PROMPT =>
Reproduce the records below in full and word for word, excluding pictures.

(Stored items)
····················
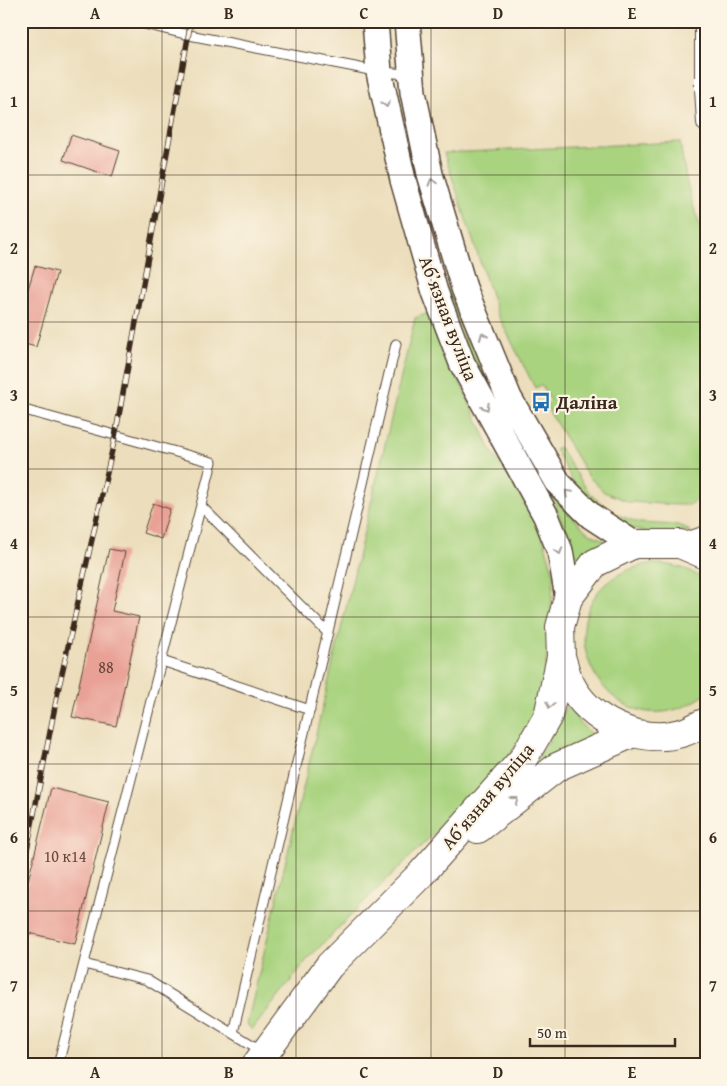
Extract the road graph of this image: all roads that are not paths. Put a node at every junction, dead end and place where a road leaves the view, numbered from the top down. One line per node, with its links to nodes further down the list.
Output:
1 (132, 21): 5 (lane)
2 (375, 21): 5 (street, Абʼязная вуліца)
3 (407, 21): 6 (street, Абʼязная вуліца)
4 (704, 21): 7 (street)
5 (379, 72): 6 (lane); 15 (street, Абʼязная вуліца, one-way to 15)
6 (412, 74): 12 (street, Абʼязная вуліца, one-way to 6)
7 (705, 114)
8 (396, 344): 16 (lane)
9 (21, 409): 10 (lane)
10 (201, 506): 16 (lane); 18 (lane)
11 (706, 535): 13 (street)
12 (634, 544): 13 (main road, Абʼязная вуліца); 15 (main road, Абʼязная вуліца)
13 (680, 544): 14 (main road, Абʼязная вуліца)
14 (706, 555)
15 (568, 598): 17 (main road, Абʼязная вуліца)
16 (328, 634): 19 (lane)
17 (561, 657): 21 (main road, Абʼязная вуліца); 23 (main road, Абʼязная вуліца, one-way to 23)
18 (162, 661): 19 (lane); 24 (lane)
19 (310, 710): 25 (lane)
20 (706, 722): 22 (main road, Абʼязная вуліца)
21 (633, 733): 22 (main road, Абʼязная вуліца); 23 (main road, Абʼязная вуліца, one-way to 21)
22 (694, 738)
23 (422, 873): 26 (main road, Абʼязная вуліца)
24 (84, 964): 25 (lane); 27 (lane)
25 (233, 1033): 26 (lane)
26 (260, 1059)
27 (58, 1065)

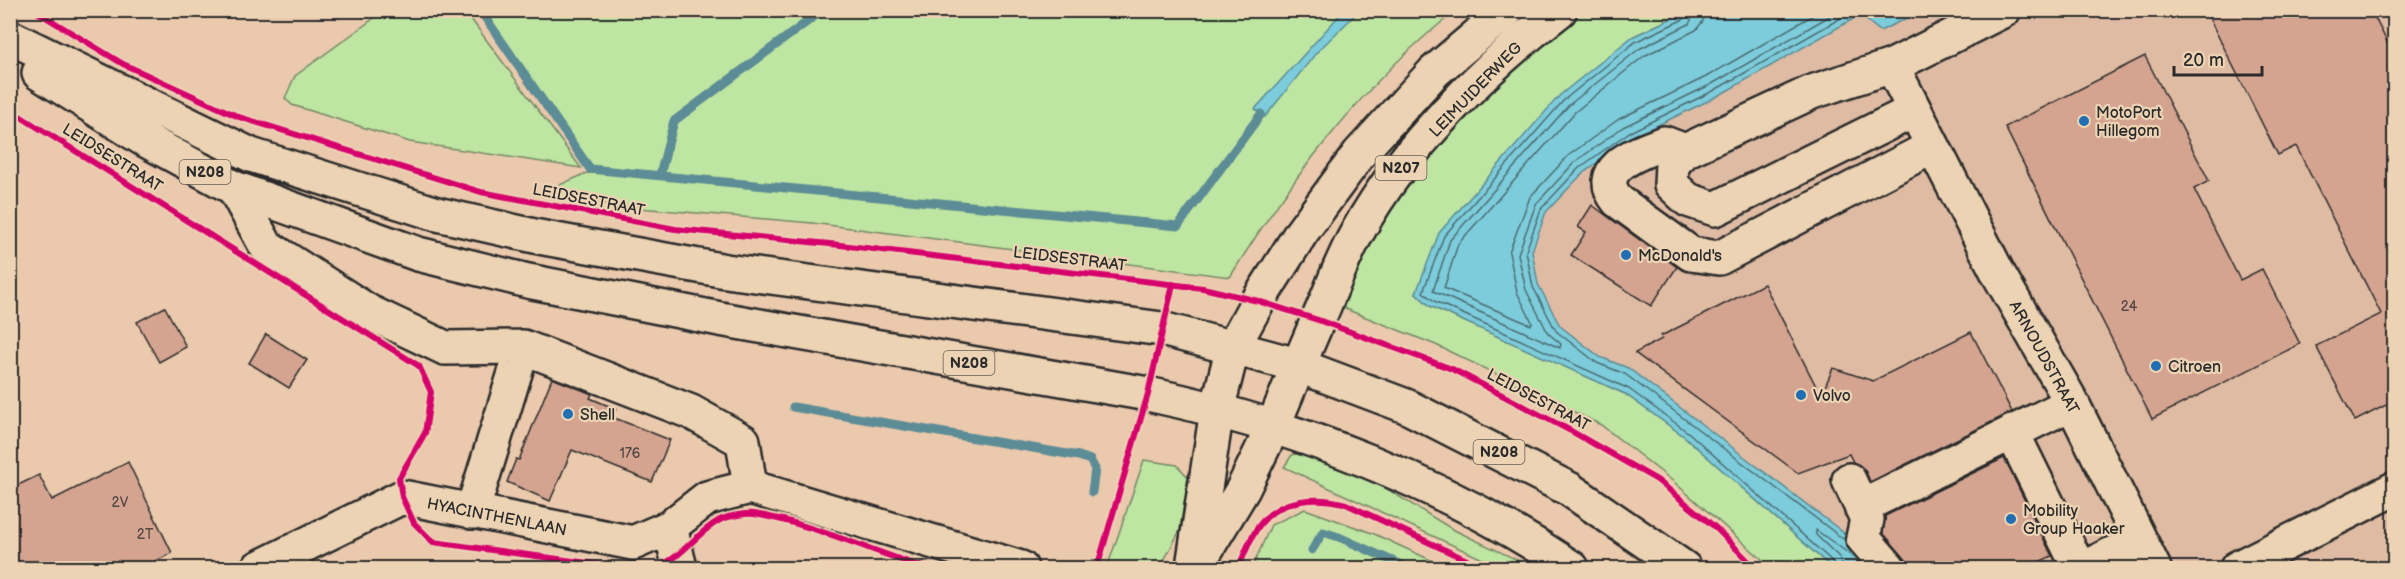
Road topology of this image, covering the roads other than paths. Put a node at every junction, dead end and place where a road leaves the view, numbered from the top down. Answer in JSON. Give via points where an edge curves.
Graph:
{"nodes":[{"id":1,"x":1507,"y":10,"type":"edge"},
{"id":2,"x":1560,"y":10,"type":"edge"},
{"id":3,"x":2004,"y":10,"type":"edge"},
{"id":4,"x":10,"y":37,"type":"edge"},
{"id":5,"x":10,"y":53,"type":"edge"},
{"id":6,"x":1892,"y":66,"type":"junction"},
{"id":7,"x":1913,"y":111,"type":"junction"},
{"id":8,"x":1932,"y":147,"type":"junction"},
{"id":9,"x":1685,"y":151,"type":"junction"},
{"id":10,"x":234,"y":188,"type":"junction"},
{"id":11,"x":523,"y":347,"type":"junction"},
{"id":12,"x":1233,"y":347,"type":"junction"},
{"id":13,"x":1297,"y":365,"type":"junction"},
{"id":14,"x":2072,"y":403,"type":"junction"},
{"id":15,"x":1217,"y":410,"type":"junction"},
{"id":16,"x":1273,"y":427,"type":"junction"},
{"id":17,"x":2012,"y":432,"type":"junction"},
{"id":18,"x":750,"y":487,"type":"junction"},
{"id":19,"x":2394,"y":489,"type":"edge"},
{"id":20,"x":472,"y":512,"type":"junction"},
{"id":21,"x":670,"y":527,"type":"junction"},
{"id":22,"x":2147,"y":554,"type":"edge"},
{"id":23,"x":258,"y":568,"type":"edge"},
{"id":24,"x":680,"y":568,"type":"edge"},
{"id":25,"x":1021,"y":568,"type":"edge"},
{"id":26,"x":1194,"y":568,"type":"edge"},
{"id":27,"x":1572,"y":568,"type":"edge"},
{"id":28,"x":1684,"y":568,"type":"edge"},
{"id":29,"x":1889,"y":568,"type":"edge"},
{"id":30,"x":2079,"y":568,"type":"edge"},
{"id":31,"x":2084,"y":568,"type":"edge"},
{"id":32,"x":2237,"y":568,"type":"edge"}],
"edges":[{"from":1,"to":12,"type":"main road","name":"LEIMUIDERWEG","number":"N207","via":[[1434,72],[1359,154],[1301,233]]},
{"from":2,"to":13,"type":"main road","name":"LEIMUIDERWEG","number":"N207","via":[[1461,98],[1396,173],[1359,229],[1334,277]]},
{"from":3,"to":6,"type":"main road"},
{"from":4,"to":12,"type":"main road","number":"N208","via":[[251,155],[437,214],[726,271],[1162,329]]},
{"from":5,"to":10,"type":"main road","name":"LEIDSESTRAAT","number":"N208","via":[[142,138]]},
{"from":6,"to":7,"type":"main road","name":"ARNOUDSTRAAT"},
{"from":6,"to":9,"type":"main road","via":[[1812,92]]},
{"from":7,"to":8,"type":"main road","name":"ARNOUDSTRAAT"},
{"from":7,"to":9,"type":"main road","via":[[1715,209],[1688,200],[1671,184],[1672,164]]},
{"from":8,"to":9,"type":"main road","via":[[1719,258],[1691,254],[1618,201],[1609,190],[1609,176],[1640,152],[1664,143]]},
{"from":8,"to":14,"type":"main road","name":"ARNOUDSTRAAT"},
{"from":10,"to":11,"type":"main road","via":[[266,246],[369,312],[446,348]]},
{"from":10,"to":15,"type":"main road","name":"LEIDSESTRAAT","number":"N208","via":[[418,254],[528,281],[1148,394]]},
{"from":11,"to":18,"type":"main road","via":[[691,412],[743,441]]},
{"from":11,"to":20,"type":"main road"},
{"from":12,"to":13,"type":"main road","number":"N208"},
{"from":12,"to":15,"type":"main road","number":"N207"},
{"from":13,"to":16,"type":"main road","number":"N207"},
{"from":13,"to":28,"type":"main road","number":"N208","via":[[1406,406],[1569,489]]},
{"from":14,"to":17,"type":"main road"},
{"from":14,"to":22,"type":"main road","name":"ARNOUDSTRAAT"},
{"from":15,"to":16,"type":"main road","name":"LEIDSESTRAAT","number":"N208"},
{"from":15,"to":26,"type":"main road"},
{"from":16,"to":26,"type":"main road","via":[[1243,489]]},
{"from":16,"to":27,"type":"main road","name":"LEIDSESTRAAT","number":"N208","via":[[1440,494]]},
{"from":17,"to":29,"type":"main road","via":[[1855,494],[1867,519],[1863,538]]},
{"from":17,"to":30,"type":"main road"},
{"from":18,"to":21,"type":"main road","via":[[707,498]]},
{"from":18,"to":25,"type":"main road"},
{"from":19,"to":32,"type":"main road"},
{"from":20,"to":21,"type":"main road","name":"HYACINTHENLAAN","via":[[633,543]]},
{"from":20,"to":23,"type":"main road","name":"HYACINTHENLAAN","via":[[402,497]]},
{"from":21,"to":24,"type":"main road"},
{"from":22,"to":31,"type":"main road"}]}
····················
RESPONSE BOX =>
Extract the road graph of this image: all roads that are not paths. Put a node at every junction, dead end and place where a road leaves the view, numbered from the top down. One line per node, with its links to nodes further down the list.
Output:
1 (132, 21): 5 (lane)
2 (375, 21): 5 (street, Абʼязная вуліца)
3 (407, 21): 6 (street, Абʼязная вуліца)
4 (704, 21): 7 (street)
5 (379, 72): 6 (lane); 15 (street, Абʼязная вуліца, one-way to 15)
6 (412, 74): 12 (street, Абʼязная вуліца, one-way to 6)
7 (705, 114)
8 (396, 344): 16 (lane)
9 (21, 409): 10 (lane)
10 (201, 506): 16 (lane); 18 (lane)
11 (706, 535): 13 (street)
12 (634, 544): 13 (main road, Абʼязная вуліца); 15 (main road, Абʼязная вуліца)
13 (680, 544): 14 (main road, Абʼязная вуліца)
14 (706, 555)
15 (568, 598): 17 (main road, Абʼязная вуліца)
16 (328, 634): 19 (lane)
17 (561, 657): 21 (main road, Абʼязная вуліца); 23 (main road, Абʼязная вуліца, one-way to 23)
18 (162, 661): 19 (lane); 24 (lane)
19 (310, 710): 25 (lane)
20 (706, 722): 22 (main road, Абʼязная вуліца)
21 (633, 733): 22 (main road, Абʼязная вуліца); 23 (main road, Абʼязная вуліца, one-way to 21)
22 (694, 738)
23 (422, 873): 26 (main road, Абʼязная вуліца)
24 (84, 964): 25 (lane); 27 (lane)
25 (233, 1033): 26 (lane)
26 (260, 1059)
27 (58, 1065)

Road topology of this image, covering the roads other than paths. Put a node at every junction, dead end and place where a road leaves the view, numbered from the top down. Answer in JSON. Give via points where an edge curves.
Graph:
{"nodes":[{"id":1,"x":1507,"y":10,"type":"edge"},
{"id":2,"x":1560,"y":10,"type":"edge"},
{"id":3,"x":2004,"y":10,"type":"edge"},
{"id":4,"x":10,"y":37,"type":"edge"},
{"id":5,"x":10,"y":53,"type":"edge"},
{"id":6,"x":1892,"y":66,"type":"junction"},
{"id":7,"x":1913,"y":111,"type":"junction"},
{"id":8,"x":1932,"y":147,"type":"junction"},
{"id":9,"x":1685,"y":151,"type":"junction"},
{"id":10,"x":234,"y":188,"type":"junction"},
{"id":11,"x":523,"y":347,"type":"junction"},
{"id":12,"x":1233,"y":347,"type":"junction"},
{"id":13,"x":1297,"y":365,"type":"junction"},
{"id":14,"x":2072,"y":403,"type":"junction"},
{"id":15,"x":1217,"y":410,"type":"junction"},
{"id":16,"x":1273,"y":427,"type":"junction"},
{"id":17,"x":2012,"y":432,"type":"junction"},
{"id":18,"x":750,"y":487,"type":"junction"},
{"id":19,"x":2394,"y":489,"type":"edge"},
{"id":20,"x":472,"y":512,"type":"junction"},
{"id":21,"x":670,"y":527,"type":"junction"},
{"id":22,"x":2147,"y":554,"type":"edge"},
{"id":23,"x":258,"y":568,"type":"edge"},
{"id":24,"x":680,"y":568,"type":"edge"},
{"id":25,"x":1021,"y":568,"type":"edge"},
{"id":26,"x":1194,"y":568,"type":"edge"},
{"id":27,"x":1572,"y":568,"type":"edge"},
{"id":28,"x":1684,"y":568,"type":"edge"},
{"id":29,"x":1889,"y":568,"type":"edge"},
{"id":30,"x":2079,"y":568,"type":"edge"},
{"id":31,"x":2084,"y":568,"type":"edge"},
{"id":32,"x":2237,"y":568,"type":"edge"}],
"edges":[{"from":1,"to":12,"type":"main road","name":"LEIMUIDERWEG","number":"N207","via":[[1434,72],[1359,154],[1301,233]]},
{"from":2,"to":13,"type":"main road","name":"LEIMUIDERWEG","number":"N207","via":[[1461,98],[1396,173],[1359,229],[1334,277]]},
{"from":3,"to":6,"type":"main road"},
{"from":4,"to":12,"type":"main road","number":"N208","via":[[251,155],[437,214],[726,271],[1162,329]]},
{"from":5,"to":10,"type":"main road","name":"LEIDSESTRAAT","number":"N208","via":[[142,138]]},
{"from":6,"to":7,"type":"main road","name":"ARNOUDSTRAAT"},
{"from":6,"to":9,"type":"main road","via":[[1812,92]]},
{"from":7,"to":8,"type":"main road","name":"ARNOUDSTRAAT"},
{"from":7,"to":9,"type":"main road","via":[[1715,209],[1688,200],[1671,184],[1672,164]]},
{"from":8,"to":9,"type":"main road","via":[[1719,258],[1691,254],[1618,201],[1609,190],[1609,176],[1640,152],[1664,143]]},
{"from":8,"to":14,"type":"main road","name":"ARNOUDSTRAAT"},
{"from":10,"to":11,"type":"main road","via":[[266,246],[369,312],[446,348]]},
{"from":10,"to":15,"type":"main road","name":"LEIDSESTRAAT","number":"N208","via":[[418,254],[528,281],[1148,394]]},
{"from":11,"to":18,"type":"main road","via":[[691,412],[743,441]]},
{"from":11,"to":20,"type":"main road"},
{"from":12,"to":13,"type":"main road","number":"N208"},
{"from":12,"to":15,"type":"main road","number":"N207"},
{"from":13,"to":16,"type":"main road","number":"N207"},
{"from":13,"to":28,"type":"main road","number":"N208","via":[[1406,406],[1569,489]]},
{"from":14,"to":17,"type":"main road"},
{"from":14,"to":22,"type":"main road","name":"ARNOUDSTRAAT"},
{"from":15,"to":16,"type":"main road","name":"LEIDSESTRAAT","number":"N208"},
{"from":15,"to":26,"type":"main road"},
{"from":16,"to":26,"type":"main road","via":[[1243,489]]},
{"from":16,"to":27,"type":"main road","name":"LEIDSESTRAAT","number":"N208","via":[[1440,494]]},
{"from":17,"to":29,"type":"main road","via":[[1855,494],[1867,519],[1863,538]]},
{"from":17,"to":30,"type":"main road"},
{"from":18,"to":21,"type":"main road","via":[[707,498]]},
{"from":18,"to":25,"type":"main road"},
{"from":19,"to":32,"type":"main road"},
{"from":20,"to":21,"type":"main road","name":"HYACINTHENLAAN","via":[[633,543]]},
{"from":20,"to":23,"type":"main road","name":"HYACINTHENLAAN","via":[[402,497]]},
{"from":21,"to":24,"type":"main road"},
{"from":22,"to":31,"type":"main road"}]}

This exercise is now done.